Instructions to follow ::
Where "Brunnenstraße" appears in a line of the entries below, that line should be copied.

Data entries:
#####
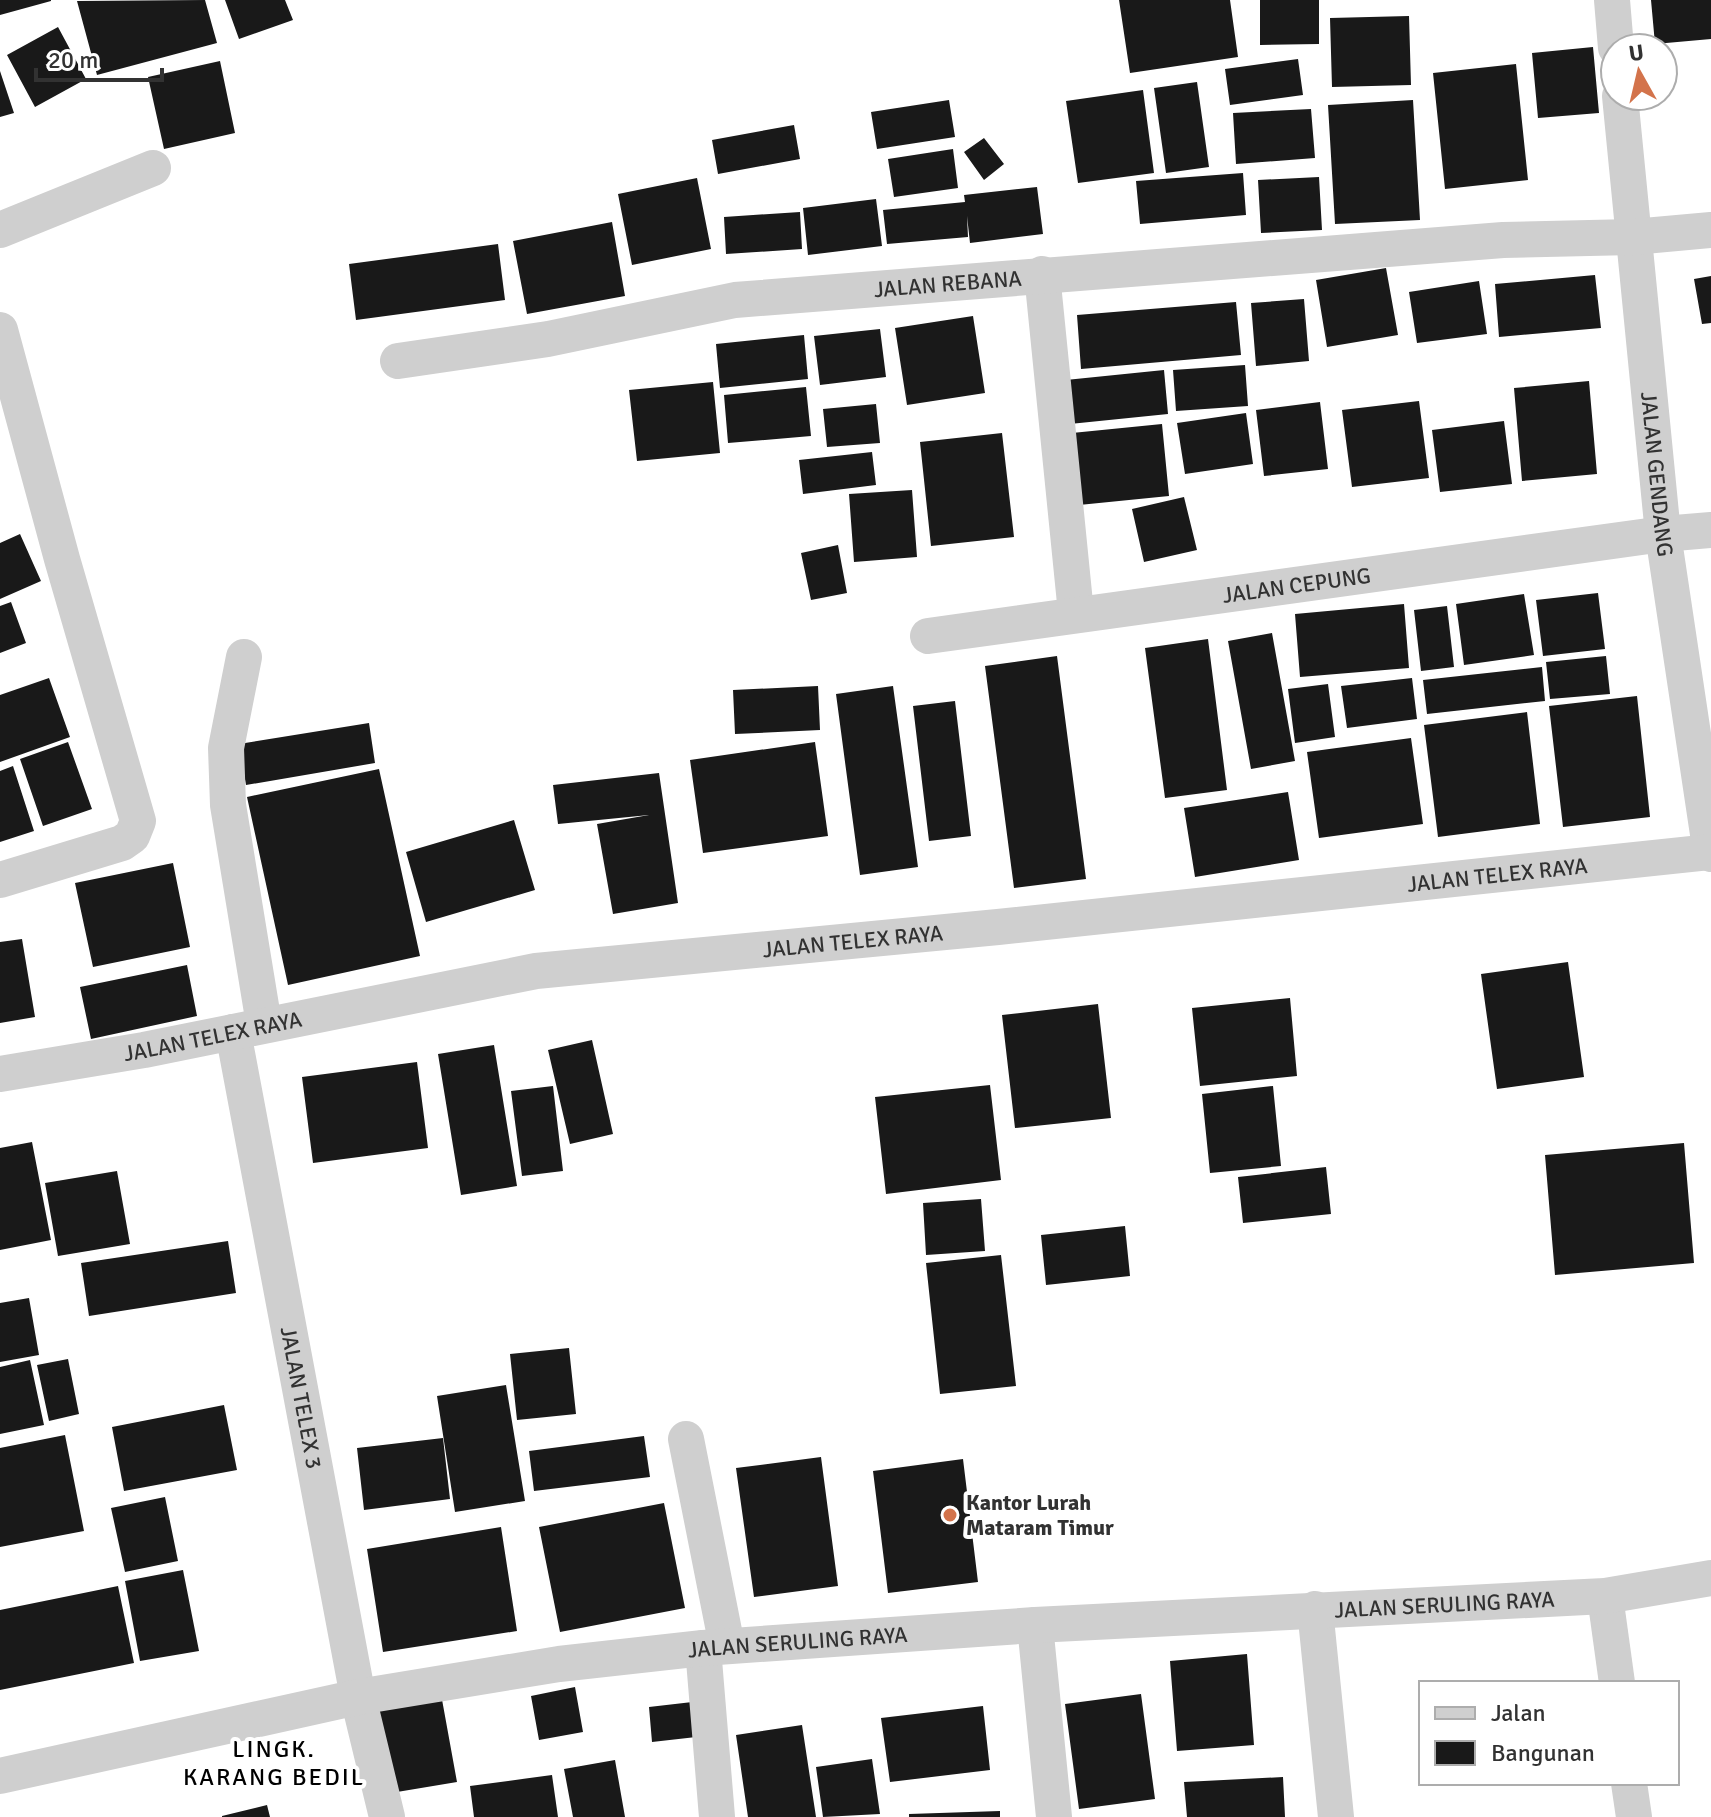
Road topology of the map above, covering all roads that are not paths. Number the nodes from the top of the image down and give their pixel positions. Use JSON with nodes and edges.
{"nodes":[{"id":1,"x":1612,"y":0,"type":"edge"},
{"id":2,"x":1615,"y":32,"type":"edge"},
{"id":3,"x":1621,"y":112,"type":"edge"},
{"id":4,"x":153,"y":168,"type":"dead end"},
{"id":5,"x":0,"y":230,"type":"edge"},
{"id":6,"x":1711,"y":230,"type":"edge"},
{"id":7,"x":1633,"y":237,"type":"junction"},
{"id":8,"x":1042,"y":274,"type":"junction"},
{"id":9,"x":0,"y":330,"type":"edge"},
{"id":10,"x":398,"y":361,"type":"dead end"},
{"id":11,"x":1711,"y":530,"type":"edge"},
{"id":12,"x":1663,"y":534,"type":"junction"},
{"id":13,"x":1076,"y":613,"type":"junction"},
{"id":14,"x":928,"y":636,"type":"dead end"},
{"id":15,"x":244,"y":657,"type":"dead end"},
{"id":16,"x":1711,"y":853,"type":"edge"},
{"id":17,"x":0,"y":880,"type":"edge"},
{"id":18,"x":249,"y":1028,"type":"junction"},
{"id":19,"x":0,"y":1074,"type":"edge"},
{"id":20,"x":686,"y":1439,"type":"dead end"},
{"id":21,"x":1711,"y":1578,"type":"edge"},
{"id":22,"x":1605,"y":1596,"type":"junction"},
{"id":23,"x":1315,"y":1609,"type":"junction"},
{"id":24,"x":1035,"y":1625,"type":"junction"},
{"id":25,"x":715,"y":1647,"type":"junction"},
{"id":26,"x":1617,"y":1681,"type":"edge"},
{"id":27,"x":358,"y":1697,"type":"junction"},
{"id":28,"x":0,"y":1776,"type":"edge"},
{"id":29,"x":1629,"y":1785,"type":"edge"},
{"id":30,"x":387,"y":1817,"type":"edge"},
{"id":31,"x":717,"y":1817,"type":"edge"},
{"id":32,"x":1054,"y":1817,"type":"edge"},
{"id":33,"x":1336,"y":1817,"type":"edge"},
{"id":34,"x":1634,"y":1817,"type":"edge"}],
"edges":[{"from":1,"to":2,"type":"street"},
{"from":3,"to":7,"type":"street","name":"JALAN GENDANG"},
{"from":4,"to":5,"type":"street"},
{"from":6,"to":7,"type":"street","name":"JALAN REBANA"},
{"from":7,"to":8,"type":"street","name":"JALAN REBANA"},
{"from":7,"to":12,"type":"street","name":"JALAN GENDANG"},
{"from":8,"to":10,"type":"street","name":"JALAN REBANA"},
{"from":8,"to":13,"type":"street"},
{"from":9,"to":17,"type":"street"},
{"from":11,"to":12,"type":"street","name":"JALAN CEPUNG"},
{"from":12,"to":13,"type":"street","name":"JALAN CEPUNG"},
{"from":12,"to":16,"type":"street","name":"JALAN GENDANG"},
{"from":13,"to":14,"type":"street","name":"JALAN CEPUNG"},
{"from":15,"to":18,"type":"street","name":"JALAN TELEX 3"},
{"from":16,"to":18,"type":"street","name":"JALAN TELEX RAYA"},
{"from":18,"to":19,"type":"street","name":"JALAN TELEX RAYA"},
{"from":18,"to":27,"type":"street","name":"JALAN TELEX 3"},
{"from":20,"to":25,"type":"street"},
{"from":21,"to":22,"type":"street","name":"JALAN SERULING RAYA"},
{"from":22,"to":23,"type":"street","name":"JALAN SERULING RAYA"},
{"from":22,"to":26,"type":"street"},
{"from":23,"to":24,"type":"street","name":"JALAN SERULING RAYA"},
{"from":23,"to":33,"type":"street"},
{"from":24,"to":25,"type":"street","name":"JALAN SERULING RAYA"},
{"from":24,"to":32,"type":"street"},
{"from":25,"to":27,"type":"street","name":"JALAN SERULING RAYA"},
{"from":25,"to":31,"type":"street"},
{"from":27,"to":28,"type":"street","name":"JALAN SERULING RAYA"},
{"from":27,"to":30,"type":"street","name":"JALAN TELEX 3"},
{"from":29,"to":34,"type":"street"}]}
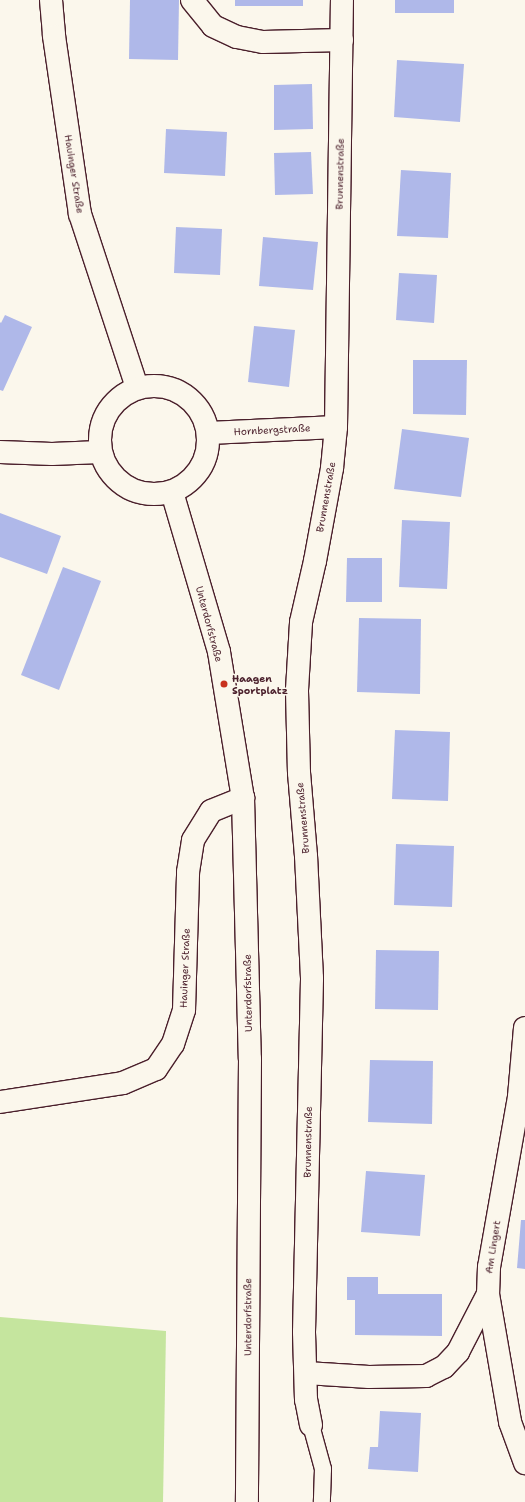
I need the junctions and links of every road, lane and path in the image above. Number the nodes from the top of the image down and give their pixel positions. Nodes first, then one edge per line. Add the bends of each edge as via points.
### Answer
1 (51, 0) edge
2 (192, 0) edge
3 (342, 0) edge
4 (342, 40) junction
5 (137, 388) junction
6 (336, 427) junction
7 (209, 433) junction
8 (0, 452) edge
9 (100, 452) junction
10 (172, 492) junction
11 (243, 798) junction
12 (525, 1028) edge
13 (0, 1102) edge
14 (488, 1294) junction
15 (306, 1374) junction
16 (311, 1425) joint
17 (525, 1463) edge
18 (247, 1502) edge
19 (322, 1502) edge

1 - 5 street, Hauinger Straße via 80,214
2 - 4 street via 213,26 237,37 263,42
3 - 4 street, Brunnenstraße
4 - 6 street, Brunnenstraße
5 - 7 street via 161,385 184,393 201,410
5 - 9 street via 114,402 101,425
6 - 7 street, Hornbergstraße
6 - 15 street, Brunnenstraße via 332,468 301,622 297,690 299,773 312,978 304,1332
7 - 10 street via 206,458 193,479
8 - 9 street
9 - 10 street via 110,473 127,488 149,495
10 - 11 street, Unterdorfstraße via 219,652
11 - 13 street, Hauinger Straße via 211,811 193,840 188,872 184,1010 173,1044 156,1069 123,1083
11 - 18 street, Unterdorfstraße via 250,1059
12 - 14 street, Am Lingert via 519,1097 489,1267
14 - 15 street via 458,1352 444,1367 426,1376 369,1378
14 - 17 street, Am Lingert via 510,1422
15 - 16 street via 306,1400
16 - 19 lane via 323,1469

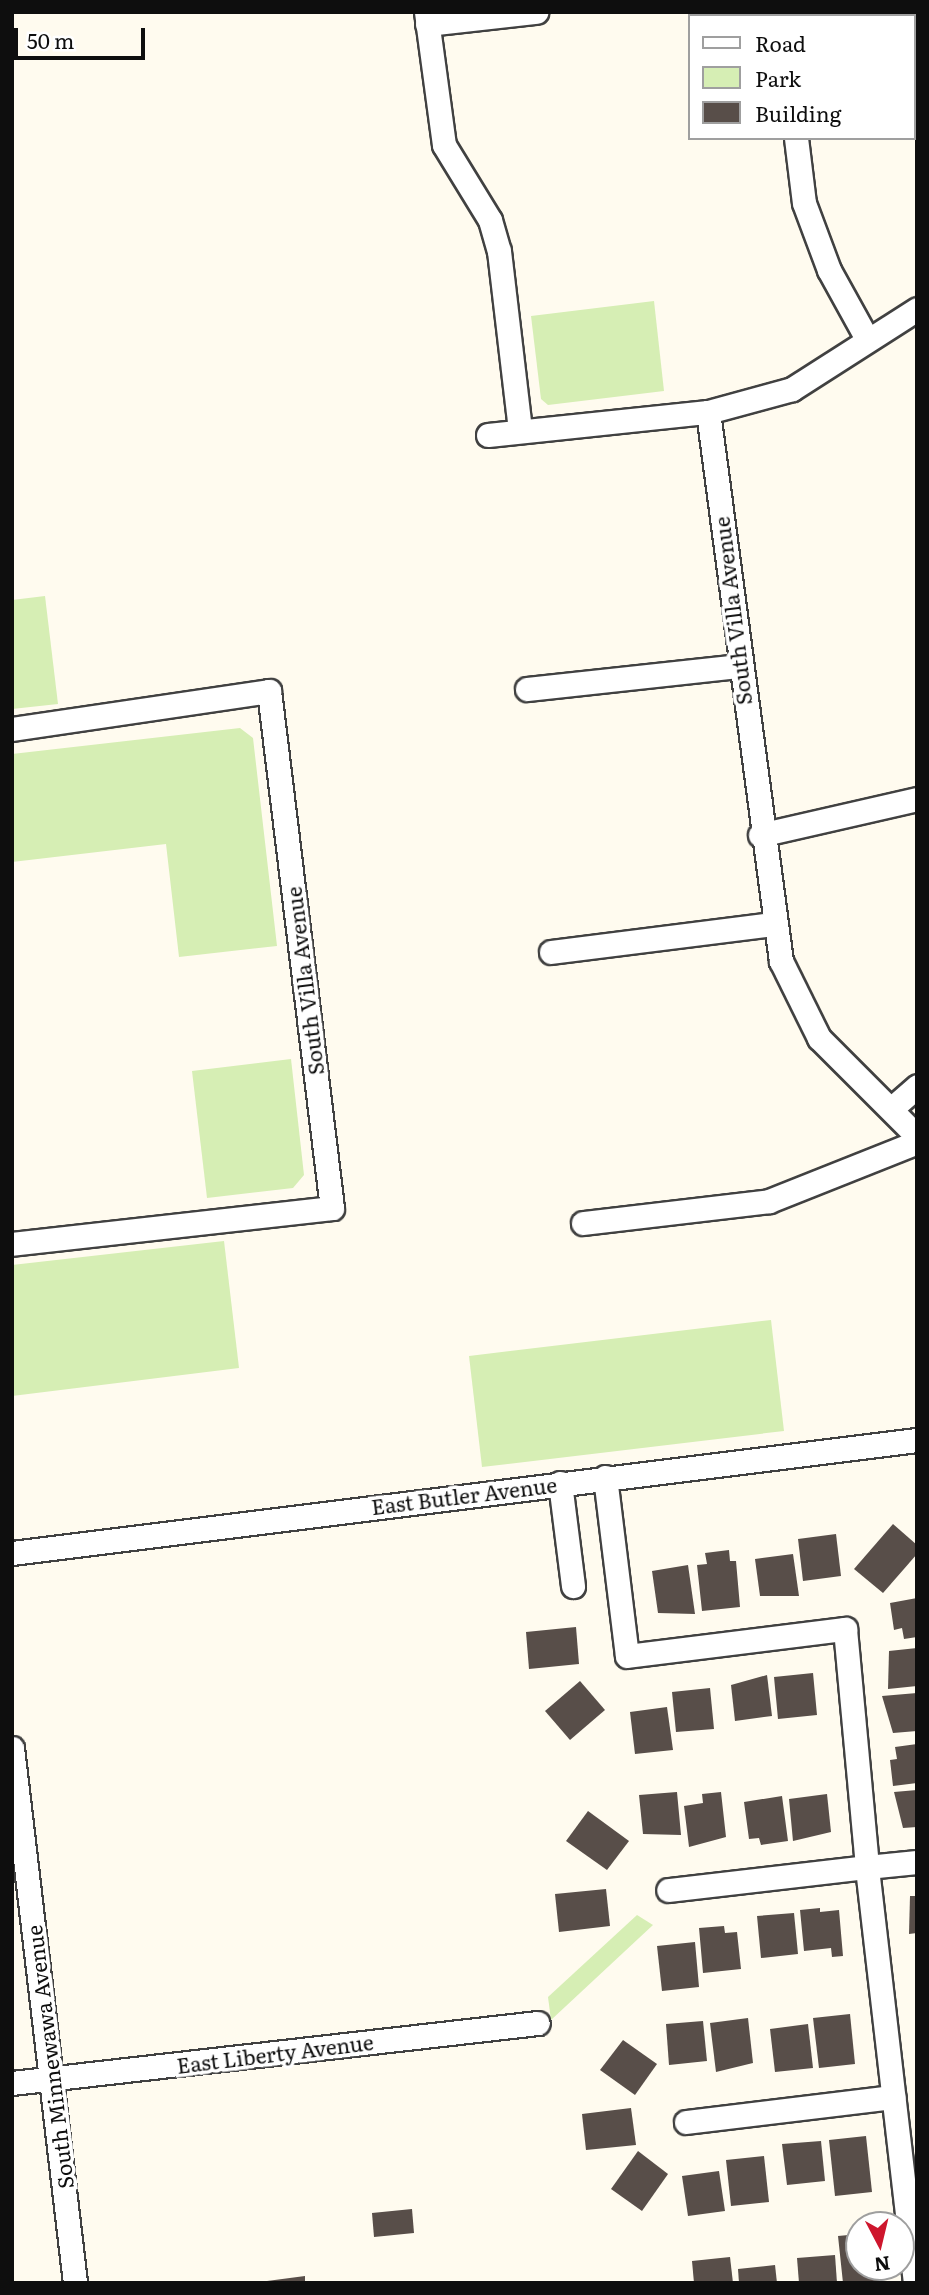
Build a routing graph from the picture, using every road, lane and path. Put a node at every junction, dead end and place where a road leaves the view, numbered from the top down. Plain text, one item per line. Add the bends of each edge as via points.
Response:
1 (536, 12) edge
2 (427, 18) edge
3 (796, 140) edge
4 (917, 309) edge
5 (866, 338) junction
6 (708, 412) junction
7 (520, 431) junction
8 (488, 435) dead end
9 (738, 666) junction
10 (527, 689) dead end
11 (12, 729) edge
12 (917, 799) edge
13 (760, 835) junction
14 (773, 924) junction
15 (551, 952) dead end
16 (917, 1086) edge
17 (891, 1110) junction
18 (917, 1136) edge
19 (917, 1142) edge
20 (583, 1223) dead end
21 (12, 1244) edge
22 (917, 1440) edge
23 (605, 1477) junction
24 (560, 1483) junction
25 (12, 1553) edge
26 (573, 1586) dead end
27 (12, 1748) edge
28 (917, 1861) edge
29 (867, 1867) junction
30 (668, 1890) dead end
31 (538, 2023) dead end
32 (51, 2079) junction
33 (12, 2083) edge
34 (893, 2097) junction
35 (686, 2122) dead end
36 (75, 2283) edge
37 (915, 2283) edge

1 - 2 street
2 - 7 street via 444,145 490,220 499,251
3 - 5 street via 804,203 829,271
4 - 5 street
5 - 6 street via 792,389
6 - 7 street
6 - 9 street, South Villa Avenue
7 - 8 street
9 - 10 street
9 - 13 street, South Villa Avenue
11 - 21 street, South Villa Avenue via 269,691 332,1208
12 - 13 street
13 - 14 street, South Villa Avenue
14 - 15 street
14 - 17 street, South Villa Avenue via 788,982 819,1038
16 - 17 street
17 - 18 street, South Villa Avenue
19 - 20 street via 769,1201
22 - 23 street, East Butler Avenue
23 - 24 street, East Butler Avenue
23 - 29 street via 627,1656 845,1629
24 - 25 street, East Butler Avenue
24 - 26 street
27 - 32 street, South Minnewawa Avenue
28 - 29 street
29 - 30 street
29 - 34 street
31 - 32 street, East Liberty Avenue
32 - 33 street, East Liberty Avenue
32 - 36 street, South Minnewawa Avenue
34 - 35 street
34 - 37 street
#####
Response area ::
3 - 4 street, Brunnenstraße
4 - 6 street, Brunnenstraße
6 - 15 street, Brunnenstraße via 332,468 301,622 297,690 299,773 312,978 304,1332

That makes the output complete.